Material to process: Begin

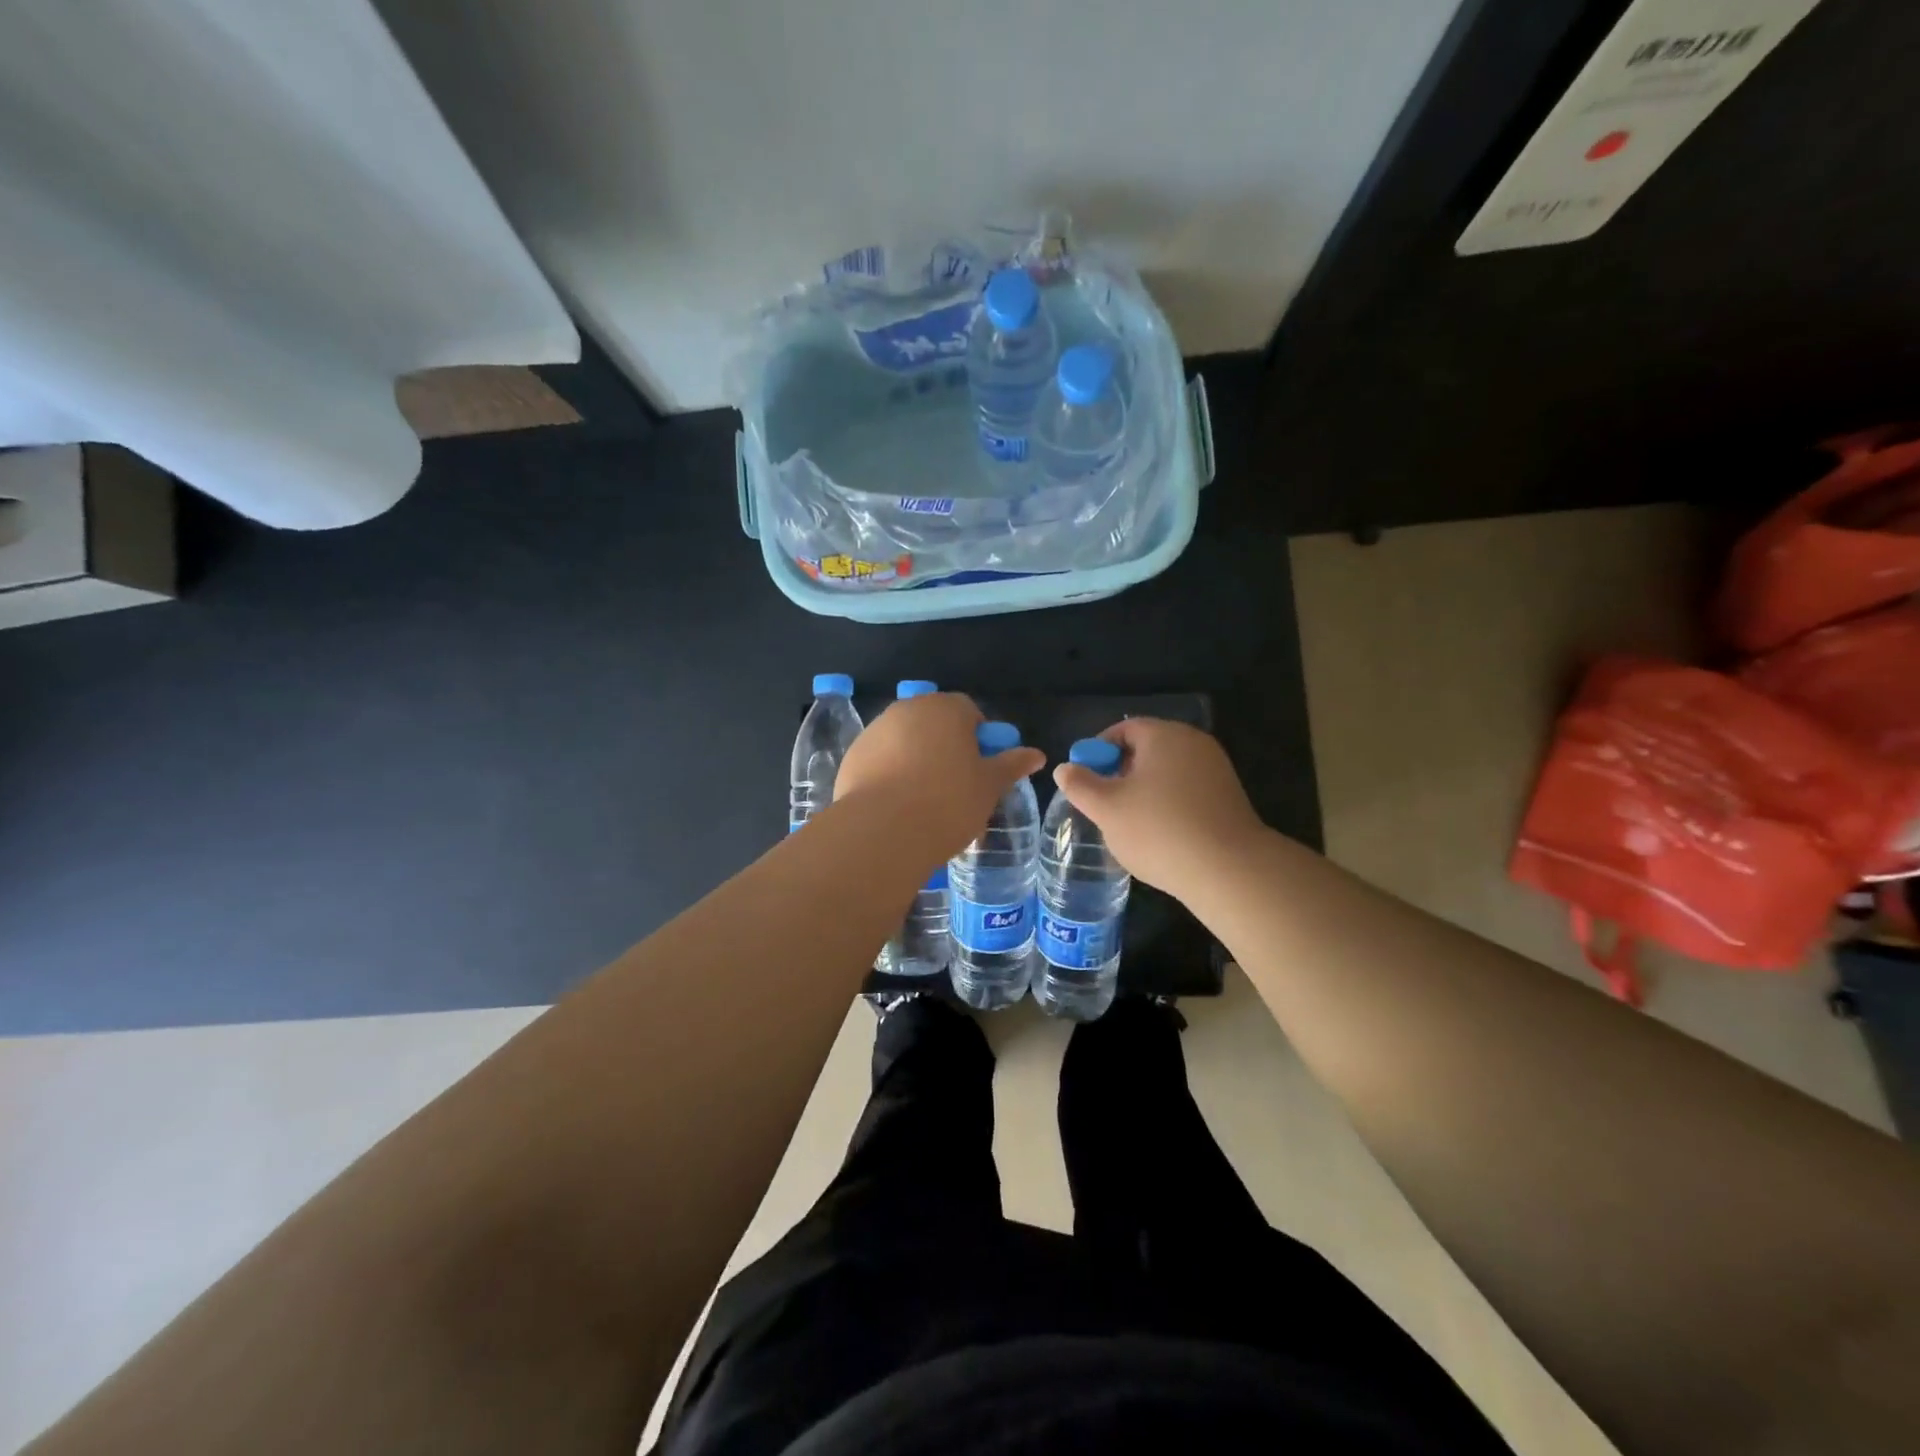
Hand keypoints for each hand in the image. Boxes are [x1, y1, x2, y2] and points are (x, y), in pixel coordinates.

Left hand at [835, 692, 1045, 859]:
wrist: (883, 831)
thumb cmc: (948, 802)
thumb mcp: (989, 786)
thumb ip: (1011, 765)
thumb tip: (1036, 754)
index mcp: (946, 708)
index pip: (969, 711)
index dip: (979, 738)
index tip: (981, 769)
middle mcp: (908, 709)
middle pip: (934, 724)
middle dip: (946, 747)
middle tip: (956, 786)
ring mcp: (875, 731)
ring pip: (905, 741)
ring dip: (917, 760)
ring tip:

Material to process: End

** What the exercise asks **
Return each line of the data, keeping its wording exact and omitting pictures.

** Your response **
Hand keypoints for each hand in the image. Boxes are [x1, y1, x2, y2] and points are (x, y), in pixel coordinates.

Left hand at [835, 692, 1045, 859]:
wrist: (883, 831)
thumb cmc: (948, 802)
thumb mcp: (989, 786)
thumb ip: (1011, 765)
thumb tip: (1036, 754)
index mcp: (946, 708)
index pip: (969, 711)
index dip: (979, 738)
index tip: (981, 769)
middle mcp: (908, 709)
middle pip: (934, 724)
middle dip: (946, 747)
middle tip: (956, 786)
ring mcp: (875, 731)
ring pip: (905, 741)
ring dip: (917, 760)
ring tip:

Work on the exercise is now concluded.